ГЛАВА 35. НИКА

Каждый выбирает по себе.

Щит и латы. Посох и заплаты.

Мера окончательной расплаты.

Каждый выбирает по себе.

(Юрий Левитанский)


— Мам, дядя Егор будет жить с нами? — спросил Олежка как-то вечером спустя месяц после возвращения, сидя за столом и пристально наблюдая за тем, как я допекаю последнюю сковородку оладий.

На ужин и чаепитие с оладушками, сметаной и вареньем должен был прийти и Егор тоже. Я его ждала.

— Нет, у дяди Егора есть свой дом, — ответила я сыну, наливая в сковородку тесто. — С нами он жить не будет.

— А почему он тогда приходит?

Вот ведь! Не в бровь, а в глаз.

— Хм. — Я пошевелила оладьи. — А тебе не нравится, что он приходит?..

— Не знаю… — протянул Олежка после короткого, но показавшегося мне бесконечным молчания, и тут же огорошил меня новым вопросом: — Мам, а Персика ты ему не отдашь?

— А почему я должна отдавать Персика? — удивилась я. — Персик — наш с тобой котенок.

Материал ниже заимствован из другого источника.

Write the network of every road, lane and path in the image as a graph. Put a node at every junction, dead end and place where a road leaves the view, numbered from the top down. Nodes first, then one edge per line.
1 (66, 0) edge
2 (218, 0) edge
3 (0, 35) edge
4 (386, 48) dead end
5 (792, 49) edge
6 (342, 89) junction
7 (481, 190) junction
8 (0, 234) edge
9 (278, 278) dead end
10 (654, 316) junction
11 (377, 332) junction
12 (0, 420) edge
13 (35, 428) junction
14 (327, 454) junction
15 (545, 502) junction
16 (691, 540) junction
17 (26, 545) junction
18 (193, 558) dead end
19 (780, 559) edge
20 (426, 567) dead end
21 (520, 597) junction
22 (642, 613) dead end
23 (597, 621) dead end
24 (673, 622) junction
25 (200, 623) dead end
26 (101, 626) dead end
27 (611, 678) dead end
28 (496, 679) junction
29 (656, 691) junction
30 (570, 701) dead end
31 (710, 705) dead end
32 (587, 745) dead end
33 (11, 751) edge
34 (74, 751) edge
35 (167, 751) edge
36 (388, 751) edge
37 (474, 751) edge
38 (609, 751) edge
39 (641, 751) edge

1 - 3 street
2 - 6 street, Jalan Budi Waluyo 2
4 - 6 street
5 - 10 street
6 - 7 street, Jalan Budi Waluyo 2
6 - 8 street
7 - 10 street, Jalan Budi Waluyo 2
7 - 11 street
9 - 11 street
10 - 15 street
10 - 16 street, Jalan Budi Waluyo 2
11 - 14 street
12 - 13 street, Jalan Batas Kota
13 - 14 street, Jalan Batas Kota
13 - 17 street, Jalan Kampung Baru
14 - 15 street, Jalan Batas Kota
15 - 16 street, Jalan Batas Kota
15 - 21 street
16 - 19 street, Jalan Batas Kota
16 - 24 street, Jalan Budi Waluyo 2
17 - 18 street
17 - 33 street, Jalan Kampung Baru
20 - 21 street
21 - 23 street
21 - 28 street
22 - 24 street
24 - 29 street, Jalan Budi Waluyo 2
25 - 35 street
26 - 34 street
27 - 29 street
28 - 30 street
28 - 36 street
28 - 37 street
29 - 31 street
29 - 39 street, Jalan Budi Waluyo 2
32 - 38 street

— Мой котенок, — уточнил Олежка.

— Твой-твой, — согласилась я, переворачивая оладьи, — но пока я тоже буду присматривать за ним. Он еще маленький. Пусть немножко подрастет.

— А он будет ловить мышей?

— Будет, — сказала я уверенно. — Дядя Коля, это мой бывший одноклассник, который нам Персика подарил, сказал, что Персик родился от мамы-мышеловки. А значит, и он сможет.

— Почему?

— Потому что кошки учат котят ловить мышей. — Я выложила оладьи к остальным, на большое плоское блюдо, и как раз зазвонил лежащий на тумбочке телефон. — Вот и дядя Егор пришел. Давай зови бабулю, мойте руки и сейчас все будем кушать.

Мы вместе вышли из кухни, и я махнула Олежке в сторону зала, где мама сидела в кресле и вязала детский свитер под бормотание телевизора, а на полу лежали игрушки.

— Бабуля, дядя Егор пришел!.. — донесся до меня его голос уже оттуда. — Пора кушать!

Я вышла во двор, чуть тронутый теплой патокой сумерек, и Егор ждал меня у крыльца: несколько минут вдвоем, несколько минут только он и я перед дверью моего дома.

— Привет, — сказал он.

— Олежка спрашивает, будем ли мы жить вместе, — выпалила я на одном дыхании, спускаясь со ступенек. — И зачем ты приходишь. Вот так.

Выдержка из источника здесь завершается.